Our view of IT depends upon our perspective. Should we celebrate the democratisation of access to devices and various apps, and wider opportunities to participate as barriers to inclusion and competition are reduced, or be concerned about the loss of control of personal data, what organisations know about us and a concentration of rewards of entrepreneurship?
In themselves, information technologies are neutral. Whether they help us or harm us depends upon how we use them, who uses them, and for what purpose. We can use them to improve existing activities or to enable new business models.

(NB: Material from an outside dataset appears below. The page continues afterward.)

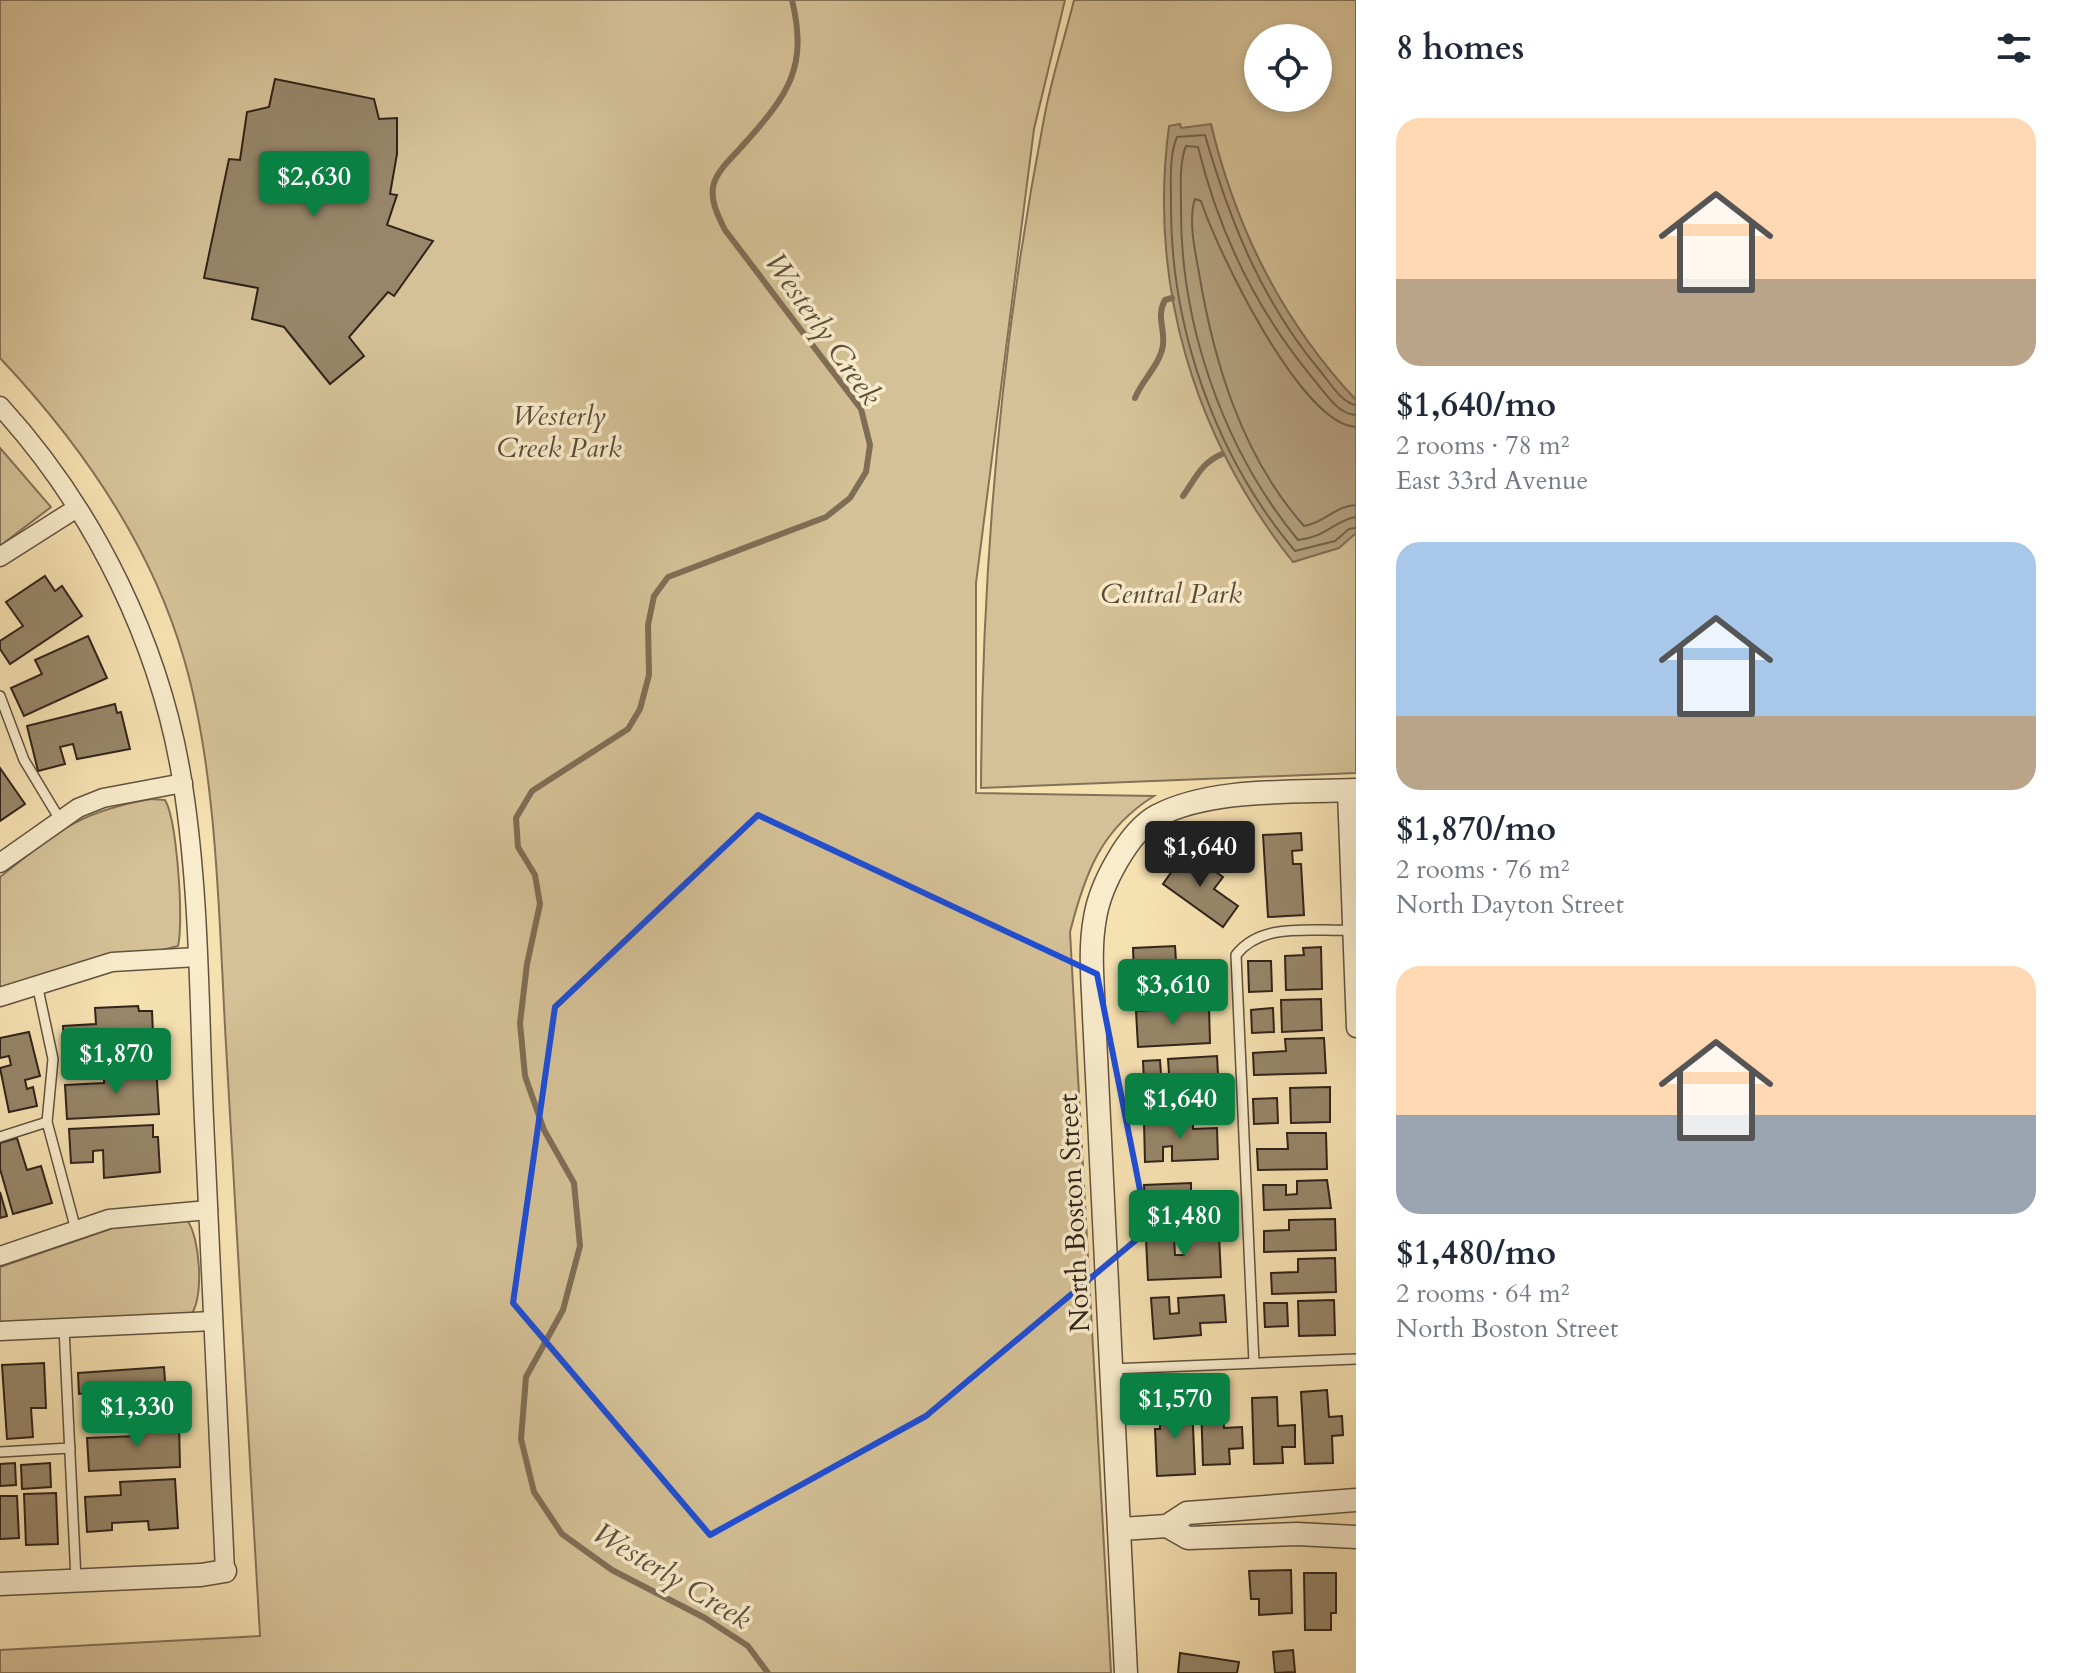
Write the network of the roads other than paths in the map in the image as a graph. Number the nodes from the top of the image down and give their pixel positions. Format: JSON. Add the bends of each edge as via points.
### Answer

Paul Strassman, a serial CIO, suggested the overall impact of early IT was also neutral [1; 2]. Well run businesses tended to be helped and to become more competitive. Badly run and struggling businesses tended to be harmed and to become even worse. In some organisations, people seem to spend all day sending each other email rather than sorting issues.
The potential for either helpful or harmful impacts is reflected in debates, for example, about whether the wider adoption of AI will increase or reduce employment? In reality it is likely to do both, creating opportunity for some and providing a challenge for others.
Within Xerox we had working AI environments in the 1980s. I recall visiting Cambridge University to find out how they were using our gift of AI workstations and software. I was told one benefit was leaving the machines on overnight, which kept damp off the walls.
If certain environments and applications developed at Xerox PARC could have been rolled out, they would have transformed how we work and learn. The potential of AI seems to be forever ahead of our willingness and ability to sensibly employ it. AI also appears to be forever accompanied by debates concerning the ability to control applications of it that can independently learn and evolve.
Features or consequences of IT are often double-edged. There is the paradox of people being more connected via social media while also being physically and psychologically more isolated. The convenience of further connectivity is accompanied by additional risks.
The Internet of Things opens new doors of vulnerability. People being too busy to update their software with new patches keeps these doors open for longer. The global criminal community is a major beneficiary of IT. According to Michael McGuire of the University of Surrey in a report for Bromium, the global cybercrime economy is now worth $1.5 TN [3].
Cyber criminals win hands down when it comes to operating flexibly and quickly changing to take advantage of new opportunities and technologies. Corporate procurement processes with their requirements for board approval, invitations to tender, consultant selection, project planning, budgeting and roll out implementation ensure their targets are usually way behind.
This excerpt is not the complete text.